In the Industrial Era, with Industrial Chemistry, new 'deposits' of Sulphur become visible as the salt dome deposits become available, but at about the same time smokeless powder is developed and the (Magazine) Rifleman and (Modern) Artillery units no longer require Sulphur. But, each point of Sulphur per turn now provides bonuses to Food production on Farms and Plantations (Fertilizers) and a bonus to Production in Factories (Sulphur in industrial processes of all kinds).

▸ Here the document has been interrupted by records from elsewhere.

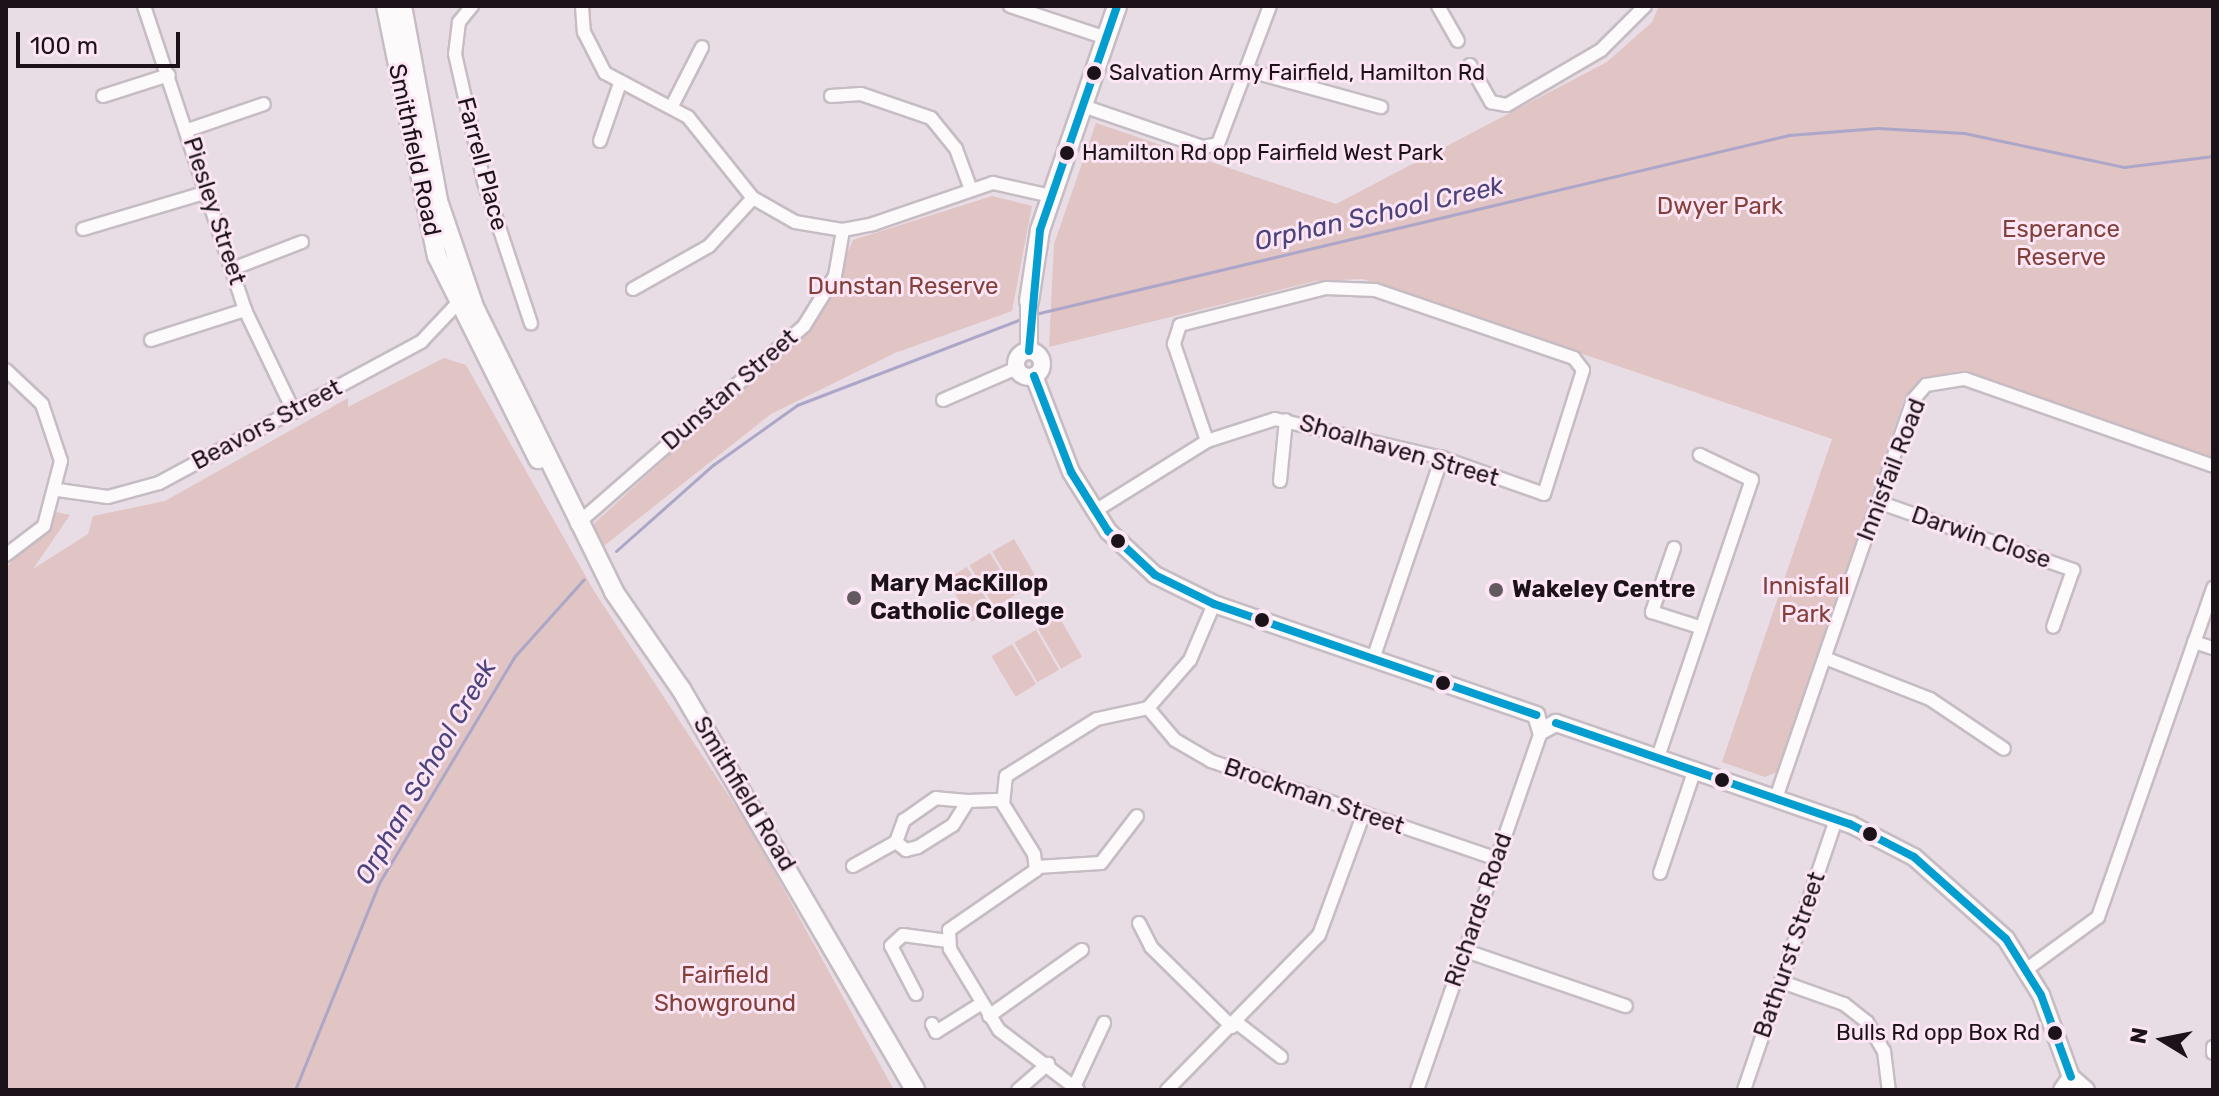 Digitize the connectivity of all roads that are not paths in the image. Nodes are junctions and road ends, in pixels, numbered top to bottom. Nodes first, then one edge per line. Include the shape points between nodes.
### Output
1 (144, 6) edge
2 (386, 6) edge
3 (394, 6) edge
4 (402, 6) edge
5 (472, 6) edge
6 (582, 6) edge
7 (1010, 6) edge
8 (1117, 6) edge
9 (1270, 6) edge
10 (1438, 6) edge
11 (1645, 6) edge
12 (1106, 38) junction
13 (1458, 41) dead end
14 (702, 47) dead end
15 (410, 51) junction
16 (1470, 65) dead end
17 (1250, 71) junction
18 (169, 75) junction
19 (619, 86) junction
20 (103, 96) dead end
21 (831, 96) dead end
22 (264, 104) dead end
23 (672, 106) junction
24 (1083, 106) junction
25 (1381, 107) dead end
26 (188, 130) junction
27 (600, 141) dead end
28 (428, 162) junction
29 (970, 187) junction
30 (207, 192) junction
31 (1051, 196) junction
32 (753, 198) junction
33 (83, 229) dead end
34 (843, 230) junction
35 (302, 242) dead end
36 (232, 269) junction
37 (633, 289) dead end
38 (1029, 301) joint
39 (456, 305) junction
40 (245, 310) junction
41 (531, 323) dead end
42 (151, 340) dead end
43 (1029, 351) junction
44 (1017, 368) junction
45 (6, 370) edge
46 (1034, 376) junction
47 (516, 390) junction
48 (943, 400) dead end
49 (294, 412) junction
50 (1286, 420) junction
51 (1207, 441) junction
52 (1700, 455) dead end
53 (1442, 458) junction
54 (2213, 466) edge
55 (1280, 481) dead end
56 (58, 490) junction
57 (566, 502) junction
58 (1878, 502) junction
59 (1095, 511) junction
60 (577, 524) junction
61 (1674, 548) dead end
62 (6, 555) edge
63 (2213, 588) edge
64 (1214, 604) junction
65 (2053, 627) dead end
66 (1702, 628) junction
67 (2194, 642) junction
68 (2213, 648) edge
69 (1825, 658) junction
70 (1373, 659) junction
71 (1148, 708) junction
72 (1545, 723) junction
73 (2004, 749) dead end
74 (1658, 757) junction
75 (1695, 769) junction
76 (1776, 798) junction
77 (1002, 800) junction
78 (968, 801) junction
79 (1364, 813) junction
80 (1137, 816) dead end
81 (1836, 819) junction
82 (896, 842) junction
83 (1497, 859) junction
84 (853, 866) dead end
85 (1037, 867) junction
86 (1660, 873) dead end
87 (1139, 923) dead end
88 (948, 941) junction
89 (1082, 950) dead end
90 (1466, 951) junction
91 (2027, 969) junction
92 (1782, 982) junction
93 (916, 994) dead end
94 (982, 1003) junction
95 (1626, 1006) dead end
96 (989, 1016) junction
97 (1104, 1023) dead end
98 (932, 1024) dead end
99 (1234, 1025) junction
100 (1281, 1057) dead end
101 (1048, 1064) junction
102 (2066, 1084) edge
103 (1076, 1088) edge
104 (1419, 1089) edge
105 (915, 1090) edge
106 (1018, 1090) edge
107 (1167, 1090) edge
108 (1744, 1090) edge
109 (1889, 1090) edge
110 (2086, 1090) edge

1 - 18 street, Piesley Street
2 - 39 main road, Smithfield Road via 417,184
3 - 15 main road
4 - 15 main road, Smithfield Road
5 - 41 street, Farrell Place via 459,22 455,54 484,182
6 - 19 street via 593,56
7 - 12 street
8 - 12 main road
9 - 17 street
10 - 13 street
11 - 16 street via 1601,50 1507,105 1491,102
12 - 24 main road
14 - 23 street
15 - 28 main road, Smithfield Road
17 - 24 street via 1227,134 1208,147
17 - 25 street
18 - 20 street
18 - 26 street, Piesley Street
19 - 23 street
19 - 27 street
21 - 29 street via 861,94 931,118 956,149
22 - 26 street
23 - 32 street via 707,134
24 - 31 main road
26 - 30 street, Piesley Street
28 - 39 main road via 429,200 459,293
28 - 47 main road, Smithfield Road via 464,287
29 - 31 street via 1006,183
29 - 34 street
30 - 33 street
30 - 36 street, Piesley Street
31 - 38 main road
32 - 34 street via 795,222
32 - 37 street via 709,246
34 - 60 street, Dunstan Street via 835,276 804,326
35 - 36 street
36 - 40 street, Piesley Street
38 - 43 street
39 - 47 main road
39 - 49 street, Beavors Street via 421,342
39 - 57 main road, Smithfield Road
40 - 42 street
40 - 49 street, Piesley Street
43 - 44 street via 1018,356
43 - 46 street via 1042,361
44 - 46 street
44 - 48 street
45 - 56 street via 49,416 61,461
46 - 59 street via 1052,433
47 - 57 main road, Smithfield Road
49 - 56 street, Beavors Street via 139,490 95,497
50 - 51 street, Shoalhaven Street via 1245,424
50 - 53 street, Shoalhaven Street
50 - 55 street
51 - 53 street, Shoalhaven Street via 1190,404 1174,344 1177,329 1188,319 1314,291 1375,290 1583,367 1544,494
51 - 59 street, Shoalhaven Street
52 - 66 street via 1752,480
53 - 70 street
54 - 58 street, Innisfail Road via 1949,376 1913,400
56 - 62 street via 40,532
57 - 60 main road, Smithfield Road
58 - 65 street, Darwin Close via 2073,570
58 - 69 street, Innisfail Road
59 - 64 street via 1155,575
60 - 105 main road, Smithfield Road
61 - 66 street via 1652,612
63 - 67 street
64 - 70 street
64 - 71 street via 1190,660
66 - 74 street
67 - 68 street
67 - 91 street via 2098,917
69 - 73 street via 1930,699
69 - 76 street, Innisfail Road
70 - 72 street
71 - 77 street via 1097,719 1012,771
71 - 79 street, Brockman Street via 1195,754
72 - 74 street
72 - 83 street, Richards Road
74 - 75 street
75 - 76 street
75 - 86 street
76 - 81 street
77 - 78 street
77 - 85 street
78 - 82 street via 953,825 918,847
78 - 82 street via 936,798 904,820
79 - 83 street, Brockman Street
79 - 99 street via 1319,935
80 - 85 street via 1112,856 1061,869
81 - 91 street via 1891,843 1960,891
81 - 92 street, Bathurst Street
82 - 84 street
83 - 90 street, Richards Road
85 - 88 street via 955,924
87 - 99 street via 1151,947
88 - 93 street via 903,935 891,946
88 - 94 street
89 - 96 street
90 - 95 street
90 - 104 street, Richards Road
91 - 102 street
92 - 108 street, Bathurst Street
92 - 109 street via 1844,1004 1867,1022 1888,1061
94 - 96 street
94 - 98 street via 936,1032
96 - 101 street
97 - 103 street
99 - 100 street
99 - 107 street
101 - 103 street
101 - 106 street
102 - 110 street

The gamer no longer has a "Find it, Exploit it, Forget it" relationship with Resources as now, because the use of the resource and even the source of the resource can change throughout the game. I think that is a Good Thing, because it means the game does not degenerate into a situation where the majority of decisions have already been made and implemented and you are just clicking per turn to victory - I hope we don't have to start another discussion of the current state of ennui in the Civ VI Late Game

Certainly more complex than now, but the bulk of the complexity is handled by the computer instead of trying to force the gamer to play a board game with pixels.
 
None of those games is comparable to Civ, though; Total War is a war game/RTS, Crusader Kings and Victoria are grand strategy, Anno is a city builder, and Civ is a 4X game. The way Civ handles those things is very similar to the way other 4X games handle those things. That doesn't mean they couldn't be reexamined, but some of those concepts would fit very awkwardly into a 4X game.
They provide examples of many things that could be done (some had be done on mod for CIV games) to make them more complex, dinamic, flexible, changing and realistic.

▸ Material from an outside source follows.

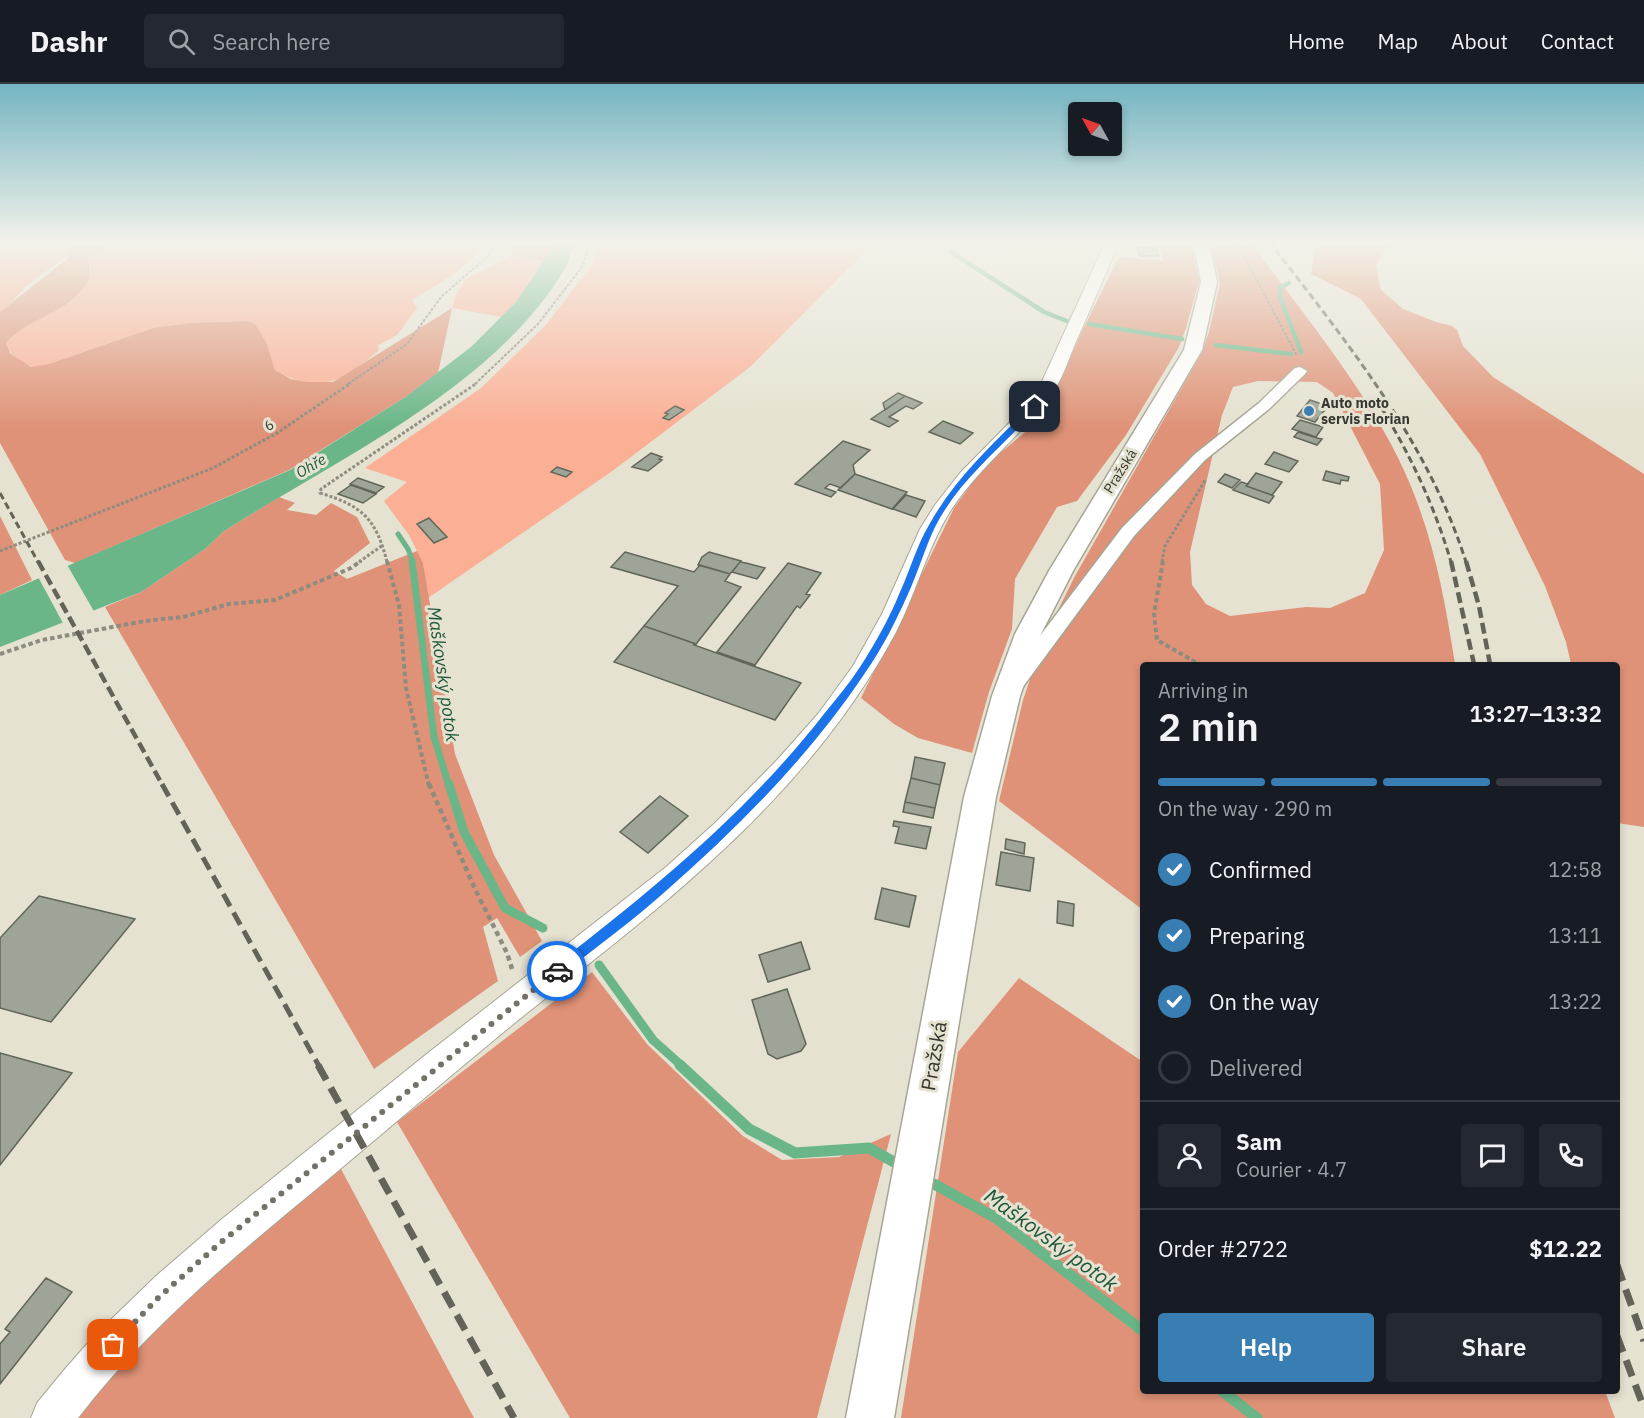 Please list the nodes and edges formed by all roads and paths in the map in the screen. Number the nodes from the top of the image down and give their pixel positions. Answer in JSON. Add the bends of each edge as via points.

> Military, CIV units are fixed to one common by era for each class (melee infantry, light cavalry, etc) and one (or rarely two) UU replacing a common one for a whole civ.

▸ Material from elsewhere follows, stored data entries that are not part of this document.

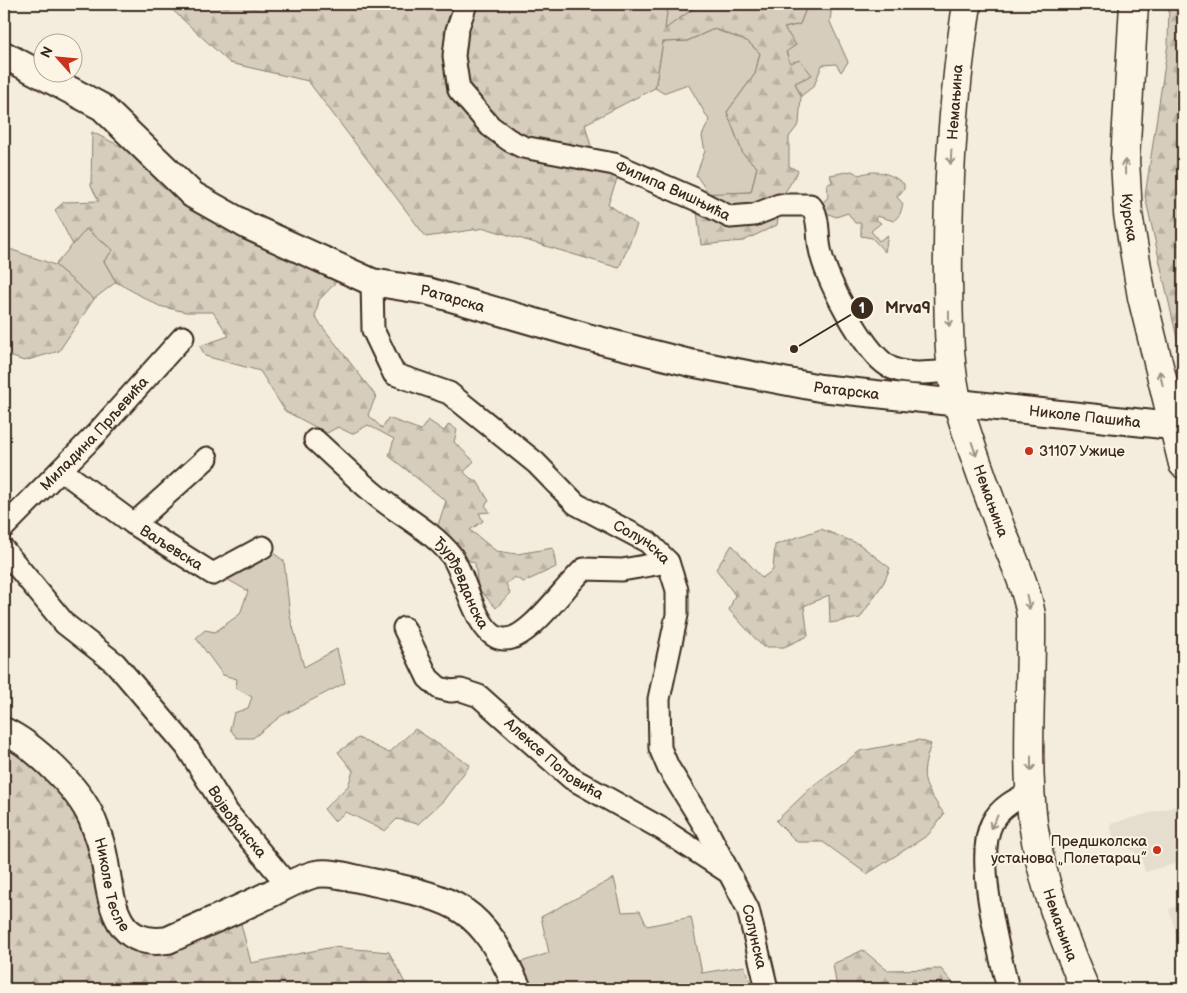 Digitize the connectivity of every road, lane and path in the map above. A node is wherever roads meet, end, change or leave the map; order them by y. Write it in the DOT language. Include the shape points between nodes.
graph roads {
  1 [pos="466,4"];
  2 [pos="967,4"];
  3 [pos="1134,4"];
  4 [pos="4,55"];
  5 [pos="372,282"];
  6 [pos="184,337"];
  7 [pos="952,371"];
  8 [pos="958,403"];
  9 [pos="1172,426"];
  10 [pos="315,440"];
  11 [pos="207,458"];
  12 [pos="1183,464"];
  13 [pos="61,470"];
  14 [pos="134,524"];
  15 [pos="4,527"];
  16 [pos="263,548"];
  17 [pos="4,550"];
  18 [pos="668,562"];
  19 [pos="404,628"];
  20 [pos="4,731"];
  21 [pos="1031,792"];
  22 [pos="730,874"];
  23 [pos="287,884"];
  24 [pos="518,989"];
  25 [pos="768,989"];
  26 [pos="1008,989"];
  27 [pos="1085,989"];
  1 -- 7 [label="street, Филипа Вишњића" via="457,30 454,56 459,90 490,126 522,147 614,164 730,217 754,215 779,204 810,206 815,213 827,273 863,340 888,366 909,372"];
  2 -- 7 [label="main road, Немањина, one-way" via="954,117 948,233 949,354"];
  9 -- 3 [label="main road, Курска, one-way" via="1135,265 1126,191"];
  4 -- 5 [label="street, Ратарска" via="102,107 193,194 248,226"];
  5 -- 8 [label="street, Ратарска" via="427,291 690,363 820,388"];
  5 -- 18 [label="street, Солунска" via="373,330 394,374 449,393 536,463 576,504 648,542"];
  6 -- 13 [label="street, Миладина Прљевића"];
  7 -- 8 [label="main road, Немањина"];
  8 -- 9 [label="street, Николе Пашића"];
  8 -- 21 [label="main road, Немањина, one-way" via="1028,598"];
  9 -- 12 [label="main road"];
  10 -- 18 [label="street, Ђурђевданска" via="377,496 450,553 460,568 483,626 495,638 514,637 526,629 584,570 622,570"];
  11 -- 14 [label="street, Ваљевска"];
  13 -- 14 [label="street, Ваљевска"];
  13 -- 15 [label="street, Миладина Прљевића"];
  14 -- 16 [label="street, Ваљевска" via="213,574"];
  17 -- 23 [label="street, Војвођанска" via="65,624 115,663 186,746 228,813"];
  18 -- 22 [label="street, Солунска" via="677,590 677,615 659,699 660,748"];
  19 -- 22 [label="street, Алексе Поповића" via="428,678 439,688 479,696 571,778 662,829"];
  20 -- 23 [label="street, Николе Тесле" via="17,737 71,785 82,799 102,848 113,911 133,934 155,942 168,940"];
  21 -- 26 [label="street, one-way" via="1011,802 997,815 989,829 986,847 986,872"];
  21 -- 27 [label="main road, Немањина" via="1034,825 1046,878 1062,933"];
  22 -- 25 [label="street, Солунска" via="748,909"];
  23 -- 24 [label="street" via="318,874 336,875 446,900 475,919 492,938"];
}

More UU for each civ, more units by class on the same era, additional units linked to districts, governments, resources and religions, customizable equipment and armament, levy and professional units, etc. All these are possible to implement into a 4X game.
> Factions, inner changing politics like dynasties and parties, linked to policies and ideologies, interacting with the affinity of each city (districts). Factions and population is the more shallow, irrelevant and unrealistic part of CIV when in real history was what most leaders dedicated the more. Meanwhile in CIV minigames about collect paintings and novels have more impact and detail.
> Cities, historical buildings were not limited to fixed grouping, eras, techs, terrain, etc. They were changing alot from the new techs, ideologies, economy, enviroment and population needs. Mods for CIV games even before districs have a lot of more things to attend on your cities.
> Economy, changing bonus and source by techs for X resource is the minor issue here, the system of one copy for N cities and unlimited nukes and the surplus to trade is a joke of the supply and demand. Disproportionate amount required between units, the poor proportion change from growth, non-existent social classes, lack of significative trade routes, the fear to properly apply depletion and stacking, and no specific resource requeriment at least for big projects like wonders.
> Technology, the fixed paths of technologies, requirements and sequences is artificialy accommodated to an outdated vision of "western progress". Time ago was 100% possible for Firaxis to implement either alternative tech trees or a more flexible and variated common one, this is nothing difficult for a 4X game and would add a lot of flavor to civs, but we dont have even a single branch of techs exclusive for Native American, Central Asiatic, etc.

Firaxis have used some ideas from MODs with the years, but we know is possible to do much more than the simple game they sell.